From what we've already seen it's far more than "just a survival game". What do you do in games like Day Z and Rust, gather things to survive on one map and generally don't see any variety after a while. The fact that No Man's Sky is a near infinite universe that you can find entire planets to explore and quickly change scenery to another is a huge difference that makes me excited compared to my aversion to those others. Plus we know there will be discovering new plant and animal life, trading with NPCs, finding ongoing battles between alien races and factions, avoiding the robo-cops because you're smuggling space cocaine, making a hacking chip to sneak in an alien base to steal valuable resources (like more space cocaine!), learning alien language, and more.

This is why I'm excited about No Man's Sky, the possibilities and exploration. Striking out into the unknown to discover what's out there on different worlds and solar systems, making myself and my ship better for exploring instead of gathering resources into a fort I built in the corner of a map, and maybe taking some space cocaine along the way.

End of rant. Great write up Brad, may we cross paths among the stars!

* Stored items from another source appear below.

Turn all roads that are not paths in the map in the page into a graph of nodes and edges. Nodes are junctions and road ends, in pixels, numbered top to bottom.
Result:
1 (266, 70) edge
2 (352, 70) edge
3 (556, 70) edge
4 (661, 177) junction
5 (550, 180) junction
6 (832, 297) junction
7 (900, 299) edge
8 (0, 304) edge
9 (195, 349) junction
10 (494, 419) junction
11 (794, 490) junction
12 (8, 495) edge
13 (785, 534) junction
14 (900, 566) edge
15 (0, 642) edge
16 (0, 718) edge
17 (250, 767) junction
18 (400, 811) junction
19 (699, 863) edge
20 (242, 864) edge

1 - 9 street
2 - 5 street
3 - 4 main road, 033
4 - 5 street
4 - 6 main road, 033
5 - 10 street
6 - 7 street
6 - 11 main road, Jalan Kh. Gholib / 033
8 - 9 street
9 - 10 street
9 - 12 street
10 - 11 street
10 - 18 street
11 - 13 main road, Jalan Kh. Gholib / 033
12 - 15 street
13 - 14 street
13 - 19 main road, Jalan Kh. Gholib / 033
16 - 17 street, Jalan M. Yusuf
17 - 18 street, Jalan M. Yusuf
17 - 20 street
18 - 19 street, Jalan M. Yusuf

I think your arguments' validity will be determined when the game is released. It might just be possible that after a while you always see the same elements over and over again, just in different combinations (green grass, red grass, blue grass; Dinosaur with Wings on his legs and large tail, Dinosaur with Wings on his legs and small tail...). That can become pretty boring after a while

I believe it is really difficult to assess what this game really is, and it would need far more than 30 minutes to determine that.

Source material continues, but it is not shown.